Ab der Grundmühle empfiehlt der Wanderführer eine derzeit gesperrte Strecke an der Kamnitz entlang. Mache ich auch trotz Sperrung und das Stück ist toll. Eisenklammern und ein paar gehauen Stufen gibt es. Leider sehr kurz.
Der Weg führt zu einem Rastplatz mit Böhmens ältester Stahlbetonbrücke und der 180 Jahre alten und 27m hohen Královský smrk (Königsfichte).
Bei der Königsfichte muss ich mich entscheiden: Abenteuer oder Bunker? Ich wähle Abenteuer: den Weg hoch über der Ferdinandsklamm. „Ein Weg für Entdecker.“ Ist er auch, teilweise recht schwer zu finden. Erst steil bergauf aus dem Einschnitt der Jetřichovická Bělá (Großen Biele), dann durch Wald, Feld und wieder steil bergab in die Kluft der Kamnitz. Der folge ich dann bis zum Zeltplatz. Dort biege ich ab nach Všemily (Schemmel). Die beiden Hauptattraktionen des Ortes, die Kapelle des heiligen Ignatius neben der alten Dorfschule und den hohlen Stein nehme ich noch mit. Beides ist recht interessant. Eine in einen ausgehöhlten Sandsteinfelsen hineingebaute Kapelle sieht man nicht jeden Tag. Und der Hohle Stein ist einer der größten Felsüberhänge Böhmens, und war sogar schon vor 9000 Jahren bewohnt.
Dann schmerzen die Füße und ich nehme den kürzesten Weg Richtung Unterkunft in Jetřichovice (Dittersbach). Leider wird gerade der von Kühen verstellt…
In der Unterkunft, der Pesion Restaurace Praha, gibt es lange Gesichter bei mir und bei der Kellnerin im Restaurant. Kein Zimmer frei in der Pension. Wie die Buchung auf booking.com zustande kam versteht keiner. Am Ende gibt es aber nach etlichen Telefonaten der Kellnerin doch ein Bett für mich im nicht vorbereiteten 4-Mann-Zimmer mit Gemeinschaftsdusche für die Etage. Wir einigen uns auf 350 Kronen (statt 48€!). Mein Tschechisch hilft ungemein. Deutsch und Englisch sind eher schlecht bei den beiden Damen der Gaststätte.
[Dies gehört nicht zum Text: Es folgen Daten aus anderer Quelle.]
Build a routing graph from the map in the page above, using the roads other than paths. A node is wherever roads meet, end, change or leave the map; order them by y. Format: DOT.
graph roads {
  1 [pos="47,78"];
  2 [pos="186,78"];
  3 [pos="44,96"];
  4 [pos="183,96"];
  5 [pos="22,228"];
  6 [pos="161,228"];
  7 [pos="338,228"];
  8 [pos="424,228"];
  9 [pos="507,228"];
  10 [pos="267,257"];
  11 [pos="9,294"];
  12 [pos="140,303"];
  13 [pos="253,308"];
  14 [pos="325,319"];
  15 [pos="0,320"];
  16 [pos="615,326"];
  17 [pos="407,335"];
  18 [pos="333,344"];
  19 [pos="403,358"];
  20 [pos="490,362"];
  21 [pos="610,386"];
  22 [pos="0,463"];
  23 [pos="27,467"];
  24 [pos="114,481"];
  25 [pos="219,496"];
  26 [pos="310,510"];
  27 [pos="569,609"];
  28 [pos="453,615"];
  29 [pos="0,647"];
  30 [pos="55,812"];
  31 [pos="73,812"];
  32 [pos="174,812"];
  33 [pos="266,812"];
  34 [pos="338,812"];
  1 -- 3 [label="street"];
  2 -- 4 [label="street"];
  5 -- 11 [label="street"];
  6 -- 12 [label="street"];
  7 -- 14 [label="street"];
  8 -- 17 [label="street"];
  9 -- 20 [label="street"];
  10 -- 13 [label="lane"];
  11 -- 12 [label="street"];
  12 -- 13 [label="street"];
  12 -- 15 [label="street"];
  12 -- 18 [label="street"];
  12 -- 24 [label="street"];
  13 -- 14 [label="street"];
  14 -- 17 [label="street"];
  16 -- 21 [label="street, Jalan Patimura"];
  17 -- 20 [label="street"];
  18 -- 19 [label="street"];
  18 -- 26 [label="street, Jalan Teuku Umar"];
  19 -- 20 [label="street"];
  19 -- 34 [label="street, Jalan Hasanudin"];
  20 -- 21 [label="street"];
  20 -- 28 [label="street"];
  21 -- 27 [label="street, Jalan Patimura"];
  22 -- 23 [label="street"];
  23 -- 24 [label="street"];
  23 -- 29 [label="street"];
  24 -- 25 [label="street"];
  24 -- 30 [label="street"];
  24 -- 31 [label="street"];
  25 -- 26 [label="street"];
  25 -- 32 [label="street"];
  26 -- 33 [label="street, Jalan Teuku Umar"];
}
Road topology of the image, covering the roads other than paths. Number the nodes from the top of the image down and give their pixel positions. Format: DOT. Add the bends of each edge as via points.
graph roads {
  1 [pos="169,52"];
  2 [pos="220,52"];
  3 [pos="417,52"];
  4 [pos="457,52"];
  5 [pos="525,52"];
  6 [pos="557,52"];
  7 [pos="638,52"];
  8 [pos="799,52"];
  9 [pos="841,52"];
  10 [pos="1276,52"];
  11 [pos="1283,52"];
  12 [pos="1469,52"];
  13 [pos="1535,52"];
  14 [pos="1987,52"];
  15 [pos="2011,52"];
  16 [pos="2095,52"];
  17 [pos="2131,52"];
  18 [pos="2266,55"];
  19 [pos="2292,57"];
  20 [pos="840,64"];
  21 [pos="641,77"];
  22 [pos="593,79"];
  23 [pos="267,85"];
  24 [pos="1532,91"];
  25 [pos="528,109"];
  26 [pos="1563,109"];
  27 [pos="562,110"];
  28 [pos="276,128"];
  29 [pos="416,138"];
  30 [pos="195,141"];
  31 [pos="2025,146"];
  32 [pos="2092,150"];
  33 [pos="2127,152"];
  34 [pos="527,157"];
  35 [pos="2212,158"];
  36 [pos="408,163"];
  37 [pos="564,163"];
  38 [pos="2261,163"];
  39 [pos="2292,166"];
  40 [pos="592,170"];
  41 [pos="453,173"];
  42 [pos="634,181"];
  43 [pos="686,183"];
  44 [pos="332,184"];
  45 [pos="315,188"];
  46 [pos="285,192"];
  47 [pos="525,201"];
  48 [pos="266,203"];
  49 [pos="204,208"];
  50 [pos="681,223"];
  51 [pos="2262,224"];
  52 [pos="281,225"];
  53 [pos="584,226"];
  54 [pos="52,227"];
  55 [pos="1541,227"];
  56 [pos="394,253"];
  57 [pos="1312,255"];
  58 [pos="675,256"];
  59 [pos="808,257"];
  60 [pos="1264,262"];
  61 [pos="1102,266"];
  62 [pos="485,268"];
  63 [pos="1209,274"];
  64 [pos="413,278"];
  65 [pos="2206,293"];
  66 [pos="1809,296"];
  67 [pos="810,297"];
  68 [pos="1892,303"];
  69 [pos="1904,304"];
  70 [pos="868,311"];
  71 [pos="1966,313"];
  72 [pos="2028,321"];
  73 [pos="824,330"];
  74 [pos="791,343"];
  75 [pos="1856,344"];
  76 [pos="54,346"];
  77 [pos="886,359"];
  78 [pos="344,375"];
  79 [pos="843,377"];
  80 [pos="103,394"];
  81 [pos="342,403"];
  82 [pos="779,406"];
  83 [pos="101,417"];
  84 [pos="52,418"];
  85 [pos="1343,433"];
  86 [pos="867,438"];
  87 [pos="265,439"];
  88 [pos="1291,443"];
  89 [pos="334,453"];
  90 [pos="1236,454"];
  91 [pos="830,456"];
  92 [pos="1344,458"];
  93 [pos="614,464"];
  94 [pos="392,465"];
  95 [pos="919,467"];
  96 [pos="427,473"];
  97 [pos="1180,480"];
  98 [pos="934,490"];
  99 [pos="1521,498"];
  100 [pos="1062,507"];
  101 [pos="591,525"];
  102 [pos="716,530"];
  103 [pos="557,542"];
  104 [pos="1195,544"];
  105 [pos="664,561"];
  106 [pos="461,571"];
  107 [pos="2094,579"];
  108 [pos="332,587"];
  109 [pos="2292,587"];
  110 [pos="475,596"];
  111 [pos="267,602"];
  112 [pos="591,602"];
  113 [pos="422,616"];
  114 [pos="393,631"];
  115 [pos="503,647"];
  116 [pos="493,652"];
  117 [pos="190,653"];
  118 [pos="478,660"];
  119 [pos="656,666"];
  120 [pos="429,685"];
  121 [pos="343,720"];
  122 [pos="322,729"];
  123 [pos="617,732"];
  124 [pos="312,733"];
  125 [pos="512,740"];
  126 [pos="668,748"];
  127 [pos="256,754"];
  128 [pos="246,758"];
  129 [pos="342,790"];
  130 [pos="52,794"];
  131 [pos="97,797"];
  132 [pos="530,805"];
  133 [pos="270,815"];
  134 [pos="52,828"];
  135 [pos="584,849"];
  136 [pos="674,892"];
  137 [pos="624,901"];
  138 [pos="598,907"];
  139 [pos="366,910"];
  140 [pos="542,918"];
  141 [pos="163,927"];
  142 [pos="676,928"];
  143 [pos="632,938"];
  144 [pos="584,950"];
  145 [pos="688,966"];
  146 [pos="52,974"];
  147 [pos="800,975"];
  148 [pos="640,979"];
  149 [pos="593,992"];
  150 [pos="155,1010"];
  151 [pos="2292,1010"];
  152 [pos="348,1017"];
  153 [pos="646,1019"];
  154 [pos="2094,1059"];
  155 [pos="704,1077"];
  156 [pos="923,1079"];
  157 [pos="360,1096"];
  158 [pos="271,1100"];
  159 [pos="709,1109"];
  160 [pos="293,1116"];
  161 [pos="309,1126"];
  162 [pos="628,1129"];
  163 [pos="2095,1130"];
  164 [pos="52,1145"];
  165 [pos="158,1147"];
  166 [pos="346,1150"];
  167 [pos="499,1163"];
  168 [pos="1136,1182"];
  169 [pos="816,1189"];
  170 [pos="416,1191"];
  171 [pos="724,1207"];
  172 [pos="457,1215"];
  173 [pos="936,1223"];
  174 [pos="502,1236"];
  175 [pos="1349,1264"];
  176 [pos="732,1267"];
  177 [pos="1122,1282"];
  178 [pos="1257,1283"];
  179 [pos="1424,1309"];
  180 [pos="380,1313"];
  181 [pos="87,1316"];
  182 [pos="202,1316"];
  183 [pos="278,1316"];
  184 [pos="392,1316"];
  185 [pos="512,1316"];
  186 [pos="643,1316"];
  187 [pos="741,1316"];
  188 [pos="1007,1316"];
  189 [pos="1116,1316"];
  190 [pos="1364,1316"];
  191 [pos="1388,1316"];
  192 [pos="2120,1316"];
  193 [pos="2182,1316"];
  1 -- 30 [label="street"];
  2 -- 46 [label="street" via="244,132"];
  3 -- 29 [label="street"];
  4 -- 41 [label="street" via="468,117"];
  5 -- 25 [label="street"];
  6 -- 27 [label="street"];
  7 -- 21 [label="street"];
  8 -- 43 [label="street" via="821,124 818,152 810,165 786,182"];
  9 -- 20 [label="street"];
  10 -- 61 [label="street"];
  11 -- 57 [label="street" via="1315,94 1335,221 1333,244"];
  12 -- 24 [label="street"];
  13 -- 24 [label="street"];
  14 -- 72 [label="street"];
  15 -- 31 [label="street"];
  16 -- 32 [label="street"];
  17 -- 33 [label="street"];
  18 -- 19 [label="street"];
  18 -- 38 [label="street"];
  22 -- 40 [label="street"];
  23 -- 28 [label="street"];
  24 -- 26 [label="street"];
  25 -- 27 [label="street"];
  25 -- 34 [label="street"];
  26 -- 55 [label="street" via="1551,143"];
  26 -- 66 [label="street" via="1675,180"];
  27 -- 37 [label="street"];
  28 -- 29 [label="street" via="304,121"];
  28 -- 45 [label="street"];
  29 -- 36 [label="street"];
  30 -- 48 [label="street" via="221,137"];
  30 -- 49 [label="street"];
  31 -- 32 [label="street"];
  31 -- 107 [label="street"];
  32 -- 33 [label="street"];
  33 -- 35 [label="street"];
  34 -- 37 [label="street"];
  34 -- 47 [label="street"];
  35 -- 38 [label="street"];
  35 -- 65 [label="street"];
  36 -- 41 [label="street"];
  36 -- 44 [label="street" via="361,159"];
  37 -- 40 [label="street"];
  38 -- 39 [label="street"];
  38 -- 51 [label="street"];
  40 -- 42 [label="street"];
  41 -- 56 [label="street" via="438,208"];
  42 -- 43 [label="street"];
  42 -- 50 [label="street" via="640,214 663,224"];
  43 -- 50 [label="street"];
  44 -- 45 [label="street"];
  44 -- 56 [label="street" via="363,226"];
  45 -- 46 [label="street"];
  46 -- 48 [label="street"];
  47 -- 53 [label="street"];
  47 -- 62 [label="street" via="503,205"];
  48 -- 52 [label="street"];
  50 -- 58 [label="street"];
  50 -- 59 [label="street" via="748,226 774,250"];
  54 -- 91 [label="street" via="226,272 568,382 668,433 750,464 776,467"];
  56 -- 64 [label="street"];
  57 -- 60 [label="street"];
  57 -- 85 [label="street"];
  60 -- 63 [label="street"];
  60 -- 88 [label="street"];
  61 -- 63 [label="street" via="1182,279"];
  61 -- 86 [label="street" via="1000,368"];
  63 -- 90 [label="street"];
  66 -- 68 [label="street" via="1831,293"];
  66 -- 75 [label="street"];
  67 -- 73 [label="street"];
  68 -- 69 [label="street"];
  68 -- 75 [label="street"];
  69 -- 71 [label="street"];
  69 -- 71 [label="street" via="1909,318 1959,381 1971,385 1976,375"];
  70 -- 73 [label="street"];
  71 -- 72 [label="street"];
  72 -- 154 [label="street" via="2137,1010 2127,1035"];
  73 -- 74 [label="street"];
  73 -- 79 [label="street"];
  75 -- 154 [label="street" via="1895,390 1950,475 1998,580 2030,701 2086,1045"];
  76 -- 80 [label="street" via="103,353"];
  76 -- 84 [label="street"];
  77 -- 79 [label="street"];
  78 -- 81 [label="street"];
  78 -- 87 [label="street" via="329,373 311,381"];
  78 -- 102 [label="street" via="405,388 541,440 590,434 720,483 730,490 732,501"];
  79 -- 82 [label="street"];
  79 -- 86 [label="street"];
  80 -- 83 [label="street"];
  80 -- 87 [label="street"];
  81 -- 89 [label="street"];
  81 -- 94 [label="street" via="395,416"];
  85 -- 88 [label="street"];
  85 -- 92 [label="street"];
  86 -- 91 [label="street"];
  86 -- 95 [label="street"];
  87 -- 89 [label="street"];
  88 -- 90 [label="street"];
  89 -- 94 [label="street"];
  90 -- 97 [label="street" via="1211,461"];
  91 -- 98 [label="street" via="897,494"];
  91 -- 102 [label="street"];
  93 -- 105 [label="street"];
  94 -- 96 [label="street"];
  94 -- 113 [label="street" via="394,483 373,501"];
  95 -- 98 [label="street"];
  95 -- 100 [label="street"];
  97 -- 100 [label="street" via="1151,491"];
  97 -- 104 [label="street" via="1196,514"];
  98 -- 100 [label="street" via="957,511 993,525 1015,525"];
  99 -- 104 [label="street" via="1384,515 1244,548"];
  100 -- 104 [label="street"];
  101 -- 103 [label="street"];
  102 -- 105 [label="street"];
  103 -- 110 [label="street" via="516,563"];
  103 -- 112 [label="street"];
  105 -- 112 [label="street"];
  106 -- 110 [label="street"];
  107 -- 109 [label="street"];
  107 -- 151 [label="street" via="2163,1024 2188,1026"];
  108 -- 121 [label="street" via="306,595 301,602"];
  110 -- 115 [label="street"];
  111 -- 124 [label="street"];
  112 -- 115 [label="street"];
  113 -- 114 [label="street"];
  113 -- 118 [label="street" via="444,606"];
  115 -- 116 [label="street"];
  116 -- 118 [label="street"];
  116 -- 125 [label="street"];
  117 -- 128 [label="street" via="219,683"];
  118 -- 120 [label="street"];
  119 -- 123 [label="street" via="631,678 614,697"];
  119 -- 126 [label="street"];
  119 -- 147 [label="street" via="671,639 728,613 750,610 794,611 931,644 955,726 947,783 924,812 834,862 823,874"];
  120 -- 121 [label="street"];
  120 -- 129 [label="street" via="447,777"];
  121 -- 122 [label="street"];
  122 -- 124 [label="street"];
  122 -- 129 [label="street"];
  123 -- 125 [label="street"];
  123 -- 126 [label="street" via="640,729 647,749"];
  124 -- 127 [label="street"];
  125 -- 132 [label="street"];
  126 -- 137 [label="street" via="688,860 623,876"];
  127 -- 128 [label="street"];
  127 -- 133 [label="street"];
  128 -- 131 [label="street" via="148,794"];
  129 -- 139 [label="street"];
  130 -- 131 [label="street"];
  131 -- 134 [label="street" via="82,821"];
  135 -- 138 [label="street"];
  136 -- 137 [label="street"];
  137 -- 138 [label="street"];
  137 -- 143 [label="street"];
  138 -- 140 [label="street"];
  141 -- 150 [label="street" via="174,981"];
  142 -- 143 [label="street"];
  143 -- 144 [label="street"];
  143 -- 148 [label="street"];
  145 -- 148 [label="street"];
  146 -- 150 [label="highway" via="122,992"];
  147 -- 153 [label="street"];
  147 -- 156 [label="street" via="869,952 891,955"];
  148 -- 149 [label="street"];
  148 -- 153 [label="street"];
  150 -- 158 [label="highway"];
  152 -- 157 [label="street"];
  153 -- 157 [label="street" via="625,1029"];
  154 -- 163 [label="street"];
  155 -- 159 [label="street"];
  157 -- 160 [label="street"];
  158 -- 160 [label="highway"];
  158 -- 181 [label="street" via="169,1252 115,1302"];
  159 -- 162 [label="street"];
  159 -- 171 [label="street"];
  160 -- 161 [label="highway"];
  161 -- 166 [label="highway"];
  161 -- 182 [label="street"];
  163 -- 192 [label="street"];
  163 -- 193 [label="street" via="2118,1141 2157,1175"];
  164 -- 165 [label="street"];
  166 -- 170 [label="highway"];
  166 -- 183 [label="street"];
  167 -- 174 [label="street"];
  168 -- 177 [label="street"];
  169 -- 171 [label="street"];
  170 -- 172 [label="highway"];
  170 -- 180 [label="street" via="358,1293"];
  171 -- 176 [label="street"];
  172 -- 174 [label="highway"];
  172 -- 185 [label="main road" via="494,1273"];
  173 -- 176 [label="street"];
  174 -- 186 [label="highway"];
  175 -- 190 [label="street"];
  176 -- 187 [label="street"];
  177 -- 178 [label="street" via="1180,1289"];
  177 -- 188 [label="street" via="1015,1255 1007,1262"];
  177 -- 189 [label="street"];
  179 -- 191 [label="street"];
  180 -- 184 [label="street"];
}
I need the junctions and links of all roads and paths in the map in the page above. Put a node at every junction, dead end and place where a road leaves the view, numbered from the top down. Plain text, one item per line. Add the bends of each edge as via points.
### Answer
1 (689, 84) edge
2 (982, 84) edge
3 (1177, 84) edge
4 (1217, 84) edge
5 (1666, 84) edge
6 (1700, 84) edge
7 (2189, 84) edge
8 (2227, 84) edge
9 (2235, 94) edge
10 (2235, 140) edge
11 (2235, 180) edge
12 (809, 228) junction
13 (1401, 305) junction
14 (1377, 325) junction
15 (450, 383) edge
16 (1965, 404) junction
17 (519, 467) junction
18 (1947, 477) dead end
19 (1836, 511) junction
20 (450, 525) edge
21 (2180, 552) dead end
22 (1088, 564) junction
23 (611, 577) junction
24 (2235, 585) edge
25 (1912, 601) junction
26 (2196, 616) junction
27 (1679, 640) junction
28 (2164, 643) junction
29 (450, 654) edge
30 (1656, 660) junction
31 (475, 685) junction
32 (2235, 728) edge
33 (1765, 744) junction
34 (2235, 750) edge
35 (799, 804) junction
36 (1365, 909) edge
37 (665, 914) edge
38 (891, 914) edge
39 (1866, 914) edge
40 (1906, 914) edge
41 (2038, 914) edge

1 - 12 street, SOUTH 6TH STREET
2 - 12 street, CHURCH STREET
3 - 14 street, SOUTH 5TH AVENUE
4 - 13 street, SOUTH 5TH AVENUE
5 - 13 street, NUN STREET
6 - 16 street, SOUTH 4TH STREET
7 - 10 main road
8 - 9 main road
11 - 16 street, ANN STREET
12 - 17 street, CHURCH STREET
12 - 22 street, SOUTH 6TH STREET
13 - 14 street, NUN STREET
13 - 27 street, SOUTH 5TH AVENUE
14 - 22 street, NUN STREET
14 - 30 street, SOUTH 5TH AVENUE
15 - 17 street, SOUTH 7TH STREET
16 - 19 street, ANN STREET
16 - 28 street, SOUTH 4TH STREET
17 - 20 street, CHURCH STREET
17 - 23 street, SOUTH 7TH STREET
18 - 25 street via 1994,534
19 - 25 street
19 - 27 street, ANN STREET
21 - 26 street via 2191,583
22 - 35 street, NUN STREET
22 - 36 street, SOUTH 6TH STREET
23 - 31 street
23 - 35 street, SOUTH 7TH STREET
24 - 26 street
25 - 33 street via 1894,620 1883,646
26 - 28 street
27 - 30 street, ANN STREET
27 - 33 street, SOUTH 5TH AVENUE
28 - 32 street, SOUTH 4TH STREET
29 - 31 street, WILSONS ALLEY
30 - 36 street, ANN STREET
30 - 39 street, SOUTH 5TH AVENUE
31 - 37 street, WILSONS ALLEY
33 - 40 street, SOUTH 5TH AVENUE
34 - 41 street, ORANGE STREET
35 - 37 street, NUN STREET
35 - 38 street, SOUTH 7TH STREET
Ich dusche ausgiebig und gönne mir dann Kalbsfleisch in Pfeffersoße mit Bratkartoffeln. Vorher eine klare Knoblauchsuppe mit Fleischstückchen und Gräupchen drin. Kannte ich noch nicht. Ich zahle für 3 Bier, Abendessen und Unterkunft unglaubliche 700 Kronen.
Die Nacht ist ruhig, fast totenstill. Tagsüber war der Ort sehr belebt, jetzt fährt überhaupt kein Auto. Später in der Nacht gesellt sich ein Mitbewohner in einem der anderen Zimmer dazu. Ich werde mehrmals wach und schlafe etwas unruhiger.
Erkenntnis des Tages: Es gibt immer eine Lösung, man muss nur mit den Leuten reden.